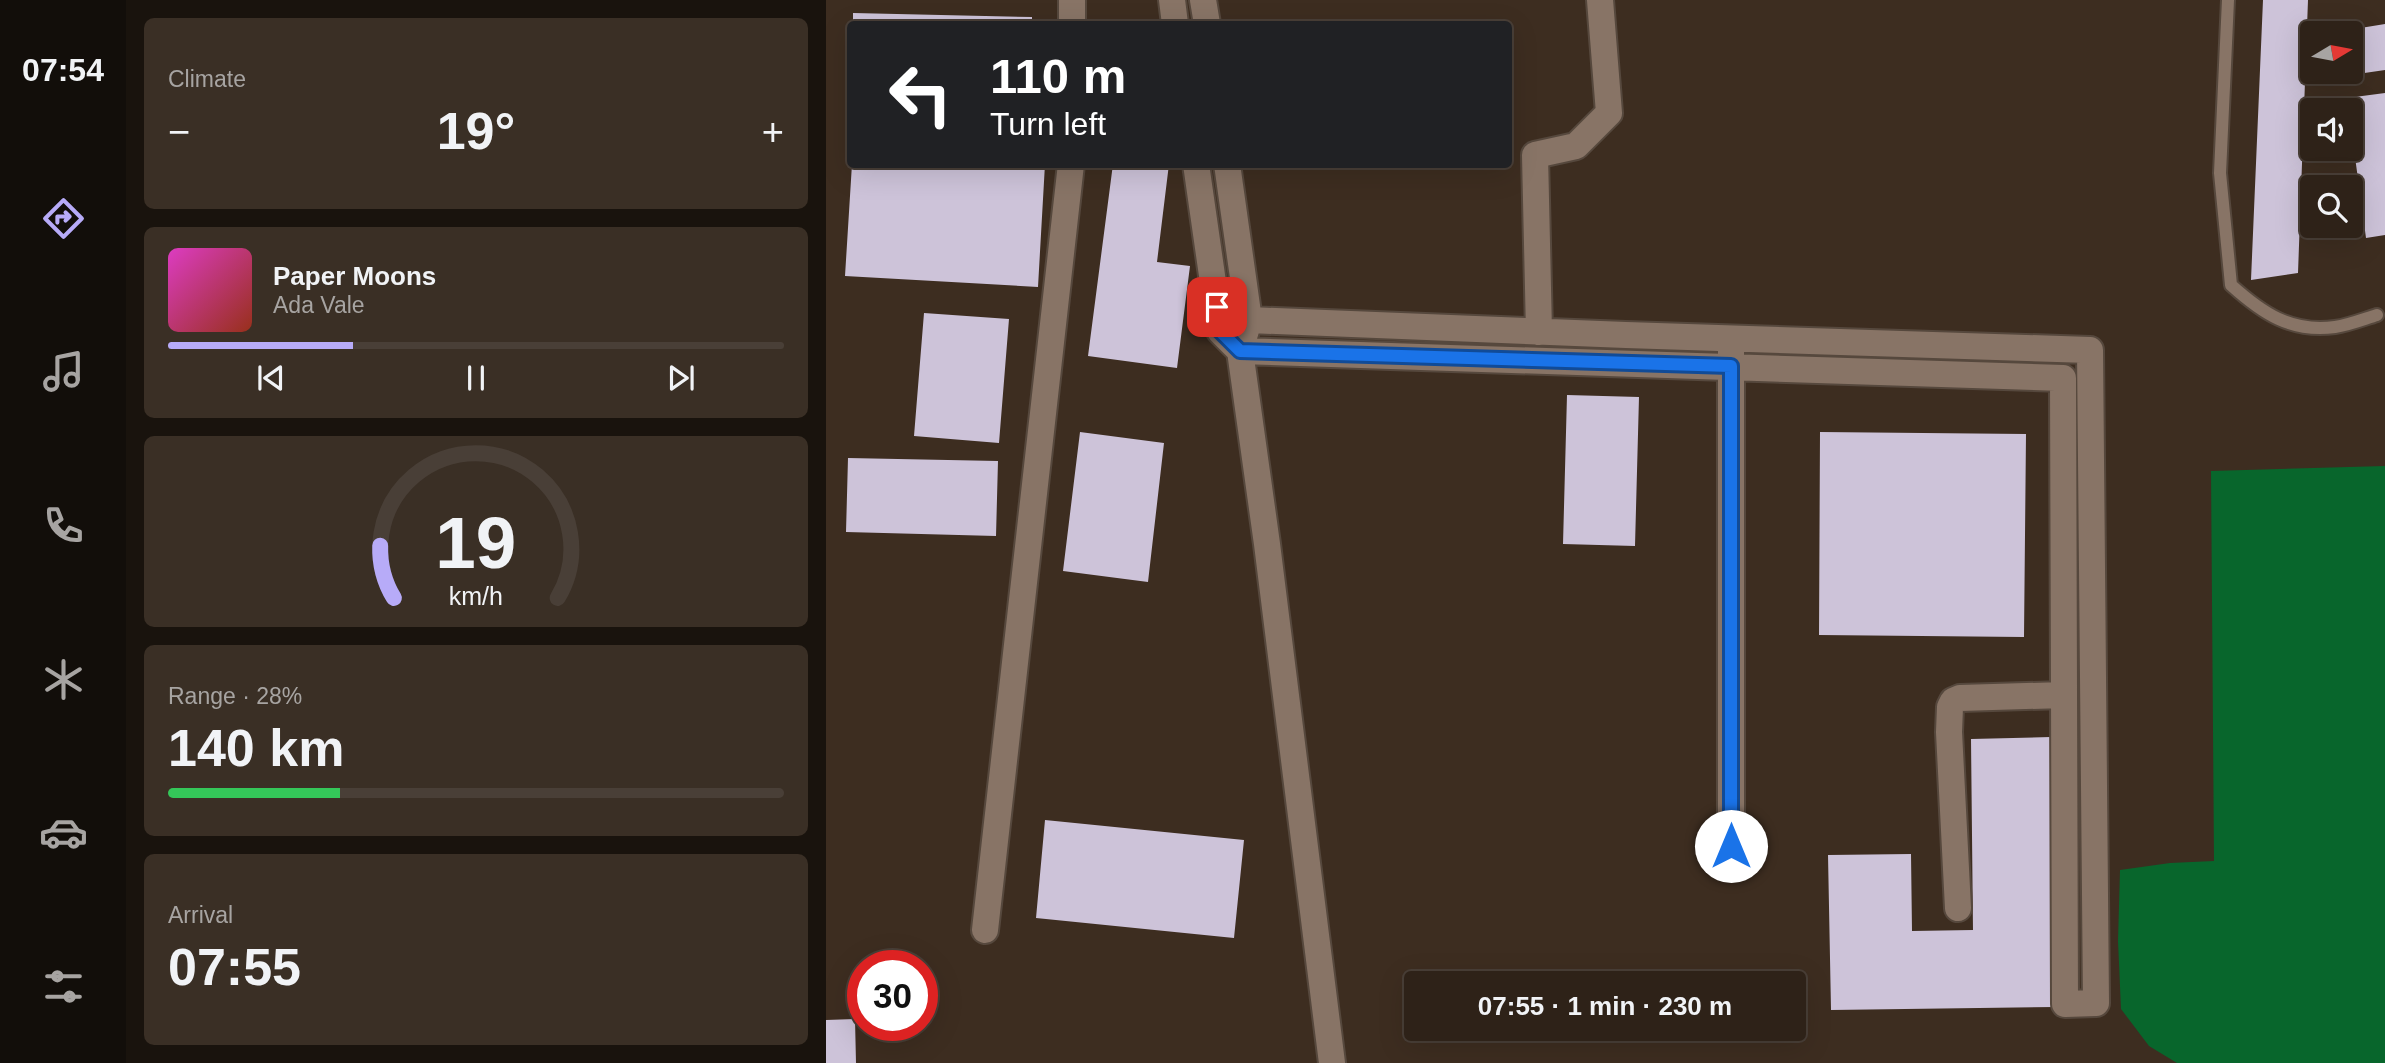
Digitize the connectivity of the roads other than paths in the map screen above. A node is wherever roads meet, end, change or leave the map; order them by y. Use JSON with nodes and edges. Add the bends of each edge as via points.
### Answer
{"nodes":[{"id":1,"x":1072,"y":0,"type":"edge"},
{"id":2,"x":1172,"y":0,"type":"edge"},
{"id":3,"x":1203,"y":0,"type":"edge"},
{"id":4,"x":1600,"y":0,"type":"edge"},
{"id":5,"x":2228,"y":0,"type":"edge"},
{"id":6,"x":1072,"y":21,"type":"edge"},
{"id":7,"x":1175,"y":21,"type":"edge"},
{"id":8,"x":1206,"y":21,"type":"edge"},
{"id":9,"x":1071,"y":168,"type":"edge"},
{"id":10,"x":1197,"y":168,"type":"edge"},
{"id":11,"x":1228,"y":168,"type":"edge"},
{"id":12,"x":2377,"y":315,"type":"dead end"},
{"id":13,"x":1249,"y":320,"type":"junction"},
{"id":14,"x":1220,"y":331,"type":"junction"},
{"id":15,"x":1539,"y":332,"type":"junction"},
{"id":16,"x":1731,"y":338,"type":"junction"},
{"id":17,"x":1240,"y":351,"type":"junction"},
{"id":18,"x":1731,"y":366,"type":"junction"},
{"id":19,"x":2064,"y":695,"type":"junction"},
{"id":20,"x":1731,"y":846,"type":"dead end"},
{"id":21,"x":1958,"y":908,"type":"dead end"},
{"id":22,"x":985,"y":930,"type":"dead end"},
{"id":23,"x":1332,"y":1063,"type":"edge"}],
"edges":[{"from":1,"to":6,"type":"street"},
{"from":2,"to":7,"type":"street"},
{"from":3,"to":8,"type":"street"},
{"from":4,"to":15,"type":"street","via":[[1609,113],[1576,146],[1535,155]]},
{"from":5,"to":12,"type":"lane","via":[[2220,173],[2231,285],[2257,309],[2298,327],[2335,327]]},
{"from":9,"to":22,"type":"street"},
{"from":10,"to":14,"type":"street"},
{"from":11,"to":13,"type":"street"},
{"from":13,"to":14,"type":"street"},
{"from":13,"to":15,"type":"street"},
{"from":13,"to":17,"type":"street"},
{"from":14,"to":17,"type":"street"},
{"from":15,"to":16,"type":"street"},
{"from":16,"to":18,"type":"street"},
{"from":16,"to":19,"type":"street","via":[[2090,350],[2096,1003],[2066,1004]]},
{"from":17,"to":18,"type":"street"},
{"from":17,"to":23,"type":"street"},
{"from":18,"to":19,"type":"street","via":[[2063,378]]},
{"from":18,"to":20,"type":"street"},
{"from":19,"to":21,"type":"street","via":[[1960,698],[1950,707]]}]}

________________

(Work required)
The preceding listing is to be restated word for word, with every picture omitted.

(Output for this exercise)
Digitize the connectivity of the roads other than paths in the map screen above. A node is wherever roads meet, end, change or leave the map; order them by y. Use JSON with nodes and edges. Add the bends of each edge as via points.
### Answer
{"nodes":[{"id":1,"x":1072,"y":0,"type":"edge"},
{"id":2,"x":1172,"y":0,"type":"edge"},
{"id":3,"x":1203,"y":0,"type":"edge"},
{"id":4,"x":1600,"y":0,"type":"edge"},
{"id":5,"x":2228,"y":0,"type":"edge"},
{"id":6,"x":1072,"y":21,"type":"edge"},
{"id":7,"x":1175,"y":21,"type":"edge"},
{"id":8,"x":1206,"y":21,"type":"edge"},
{"id":9,"x":1071,"y":168,"type":"edge"},
{"id":10,"x":1197,"y":168,"type":"edge"},
{"id":11,"x":1228,"y":168,"type":"edge"},
{"id":12,"x":2377,"y":315,"type":"dead end"},
{"id":13,"x":1249,"y":320,"type":"junction"},
{"id":14,"x":1220,"y":331,"type":"junction"},
{"id":15,"x":1539,"y":332,"type":"junction"},
{"id":16,"x":1731,"y":338,"type":"junction"},
{"id":17,"x":1240,"y":351,"type":"junction"},
{"id":18,"x":1731,"y":366,"type":"junction"},
{"id":19,"x":2064,"y":695,"type":"junction"},
{"id":20,"x":1731,"y":846,"type":"dead end"},
{"id":21,"x":1958,"y":908,"type":"dead end"},
{"id":22,"x":985,"y":930,"type":"dead end"},
{"id":23,"x":1332,"y":1063,"type":"edge"}],
"edges":[{"from":1,"to":6,"type":"street"},
{"from":2,"to":7,"type":"street"},
{"from":3,"to":8,"type":"street"},
{"from":4,"to":15,"type":"street","via":[[1609,113],[1576,146],[1535,155]]},
{"from":5,"to":12,"type":"lane","via":[[2220,173],[2231,285],[2257,309],[2298,327],[2335,327]]},
{"from":9,"to":22,"type":"street"},
{"from":10,"to":14,"type":"street"},
{"from":11,"to":13,"type":"street"},
{"from":13,"to":14,"type":"street"},
{"from":13,"to":15,"type":"street"},
{"from":13,"to":17,"type":"street"},
{"from":14,"to":17,"type":"street"},
{"from":15,"to":16,"type":"street"},
{"from":16,"to":18,"type":"street"},
{"from":16,"to":19,"type":"street","via":[[2090,350],[2096,1003],[2066,1004]]},
{"from":17,"to":18,"type":"street"},
{"from":17,"to":23,"type":"street"},
{"from":18,"to":19,"type":"street","via":[[2063,378]]},
{"from":18,"to":20,"type":"street"},
{"from":19,"to":21,"type":"street","via":[[1960,698],[1950,707]]}]}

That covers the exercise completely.